[Opening SUPPLIED INFORMATION section]

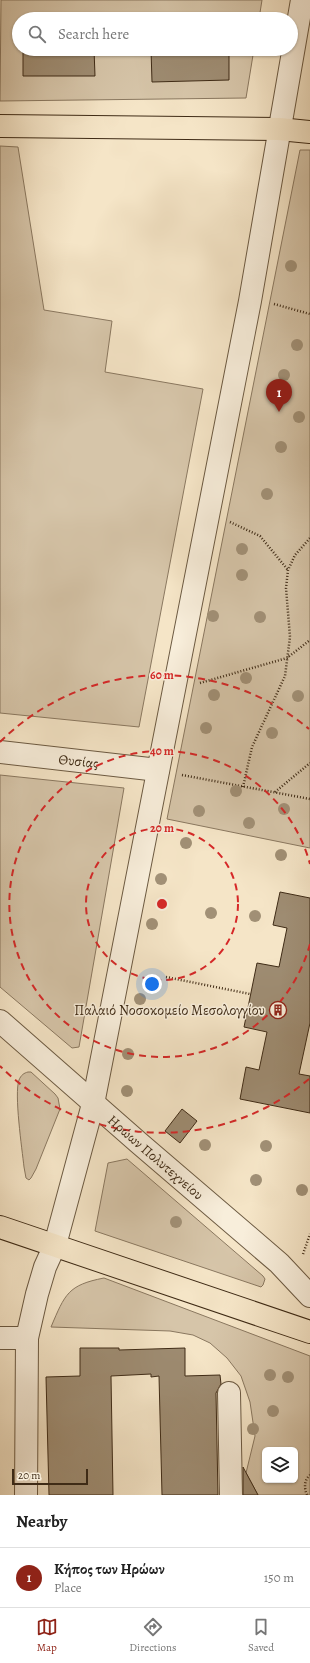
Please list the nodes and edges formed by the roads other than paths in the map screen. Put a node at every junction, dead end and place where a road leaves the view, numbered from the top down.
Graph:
1 (302, 0) edge
2 (298, 22) edge
3 (292, 56) edge
4 (0, 126) edge
5 (278, 129) junction
6 (310, 132) edge
7 (0, 752) edge
8 (158, 770) junction
9 (0, 1021) edge
10 (93, 1104) junction
11 (0, 1227) edge
12 (55, 1245) junction
13 (310, 1296) edge
14 (310, 1332) edge
15 (0, 1338) edge
16 (28, 1338) junction
17 (229, 1393) dead end
18 (26, 1495) edge
19 (231, 1495) edge

1 - 2 street
3 - 5 street
4 - 5 main road
5 - 6 main road
5 - 8 street
7 - 8 street, Θυσίας
8 - 10 street
9 - 10 street, Ηρώων Πολυτεχνείου
10 - 12 street
10 - 13 street, Ηρώων Πολυτεχνείου
11 - 12 main road
12 - 14 main road
12 - 16 street
15 - 16 street
16 - 18 street
17 - 19 street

[Closing SUPPLIED INFORMATION section]

**EXERCISE PROMPT:**
Word for word, give the listing above again, but drop any pictures.

**SOLUTION TO THIS EXERCISE:**
Please list the nodes and edges formed by the roads other than paths in the map screen. Put a node at every junction, dead end and place where a road leaves the view, numbered from the top down.
Graph:
1 (302, 0) edge
2 (298, 22) edge
3 (292, 56) edge
4 (0, 126) edge
5 (278, 129) junction
6 (310, 132) edge
7 (0, 752) edge
8 (158, 770) junction
9 (0, 1021) edge
10 (93, 1104) junction
11 (0, 1227) edge
12 (55, 1245) junction
13 (310, 1296) edge
14 (310, 1332) edge
15 (0, 1338) edge
16 (28, 1338) junction
17 (229, 1393) dead end
18 (26, 1495) edge
19 (231, 1495) edge

1 - 2 street
3 - 5 street
4 - 5 main road
5 - 6 main road
5 - 8 street
7 - 8 street, Θυσίας
8 - 10 street
9 - 10 street, Ηρώων Πολυτεχνείου
10 - 12 street
10 - 13 street, Ηρώων Πολυτεχνείου
11 - 12 main road
12 - 14 main road
12 - 16 street
15 - 16 street
16 - 18 street
17 - 19 street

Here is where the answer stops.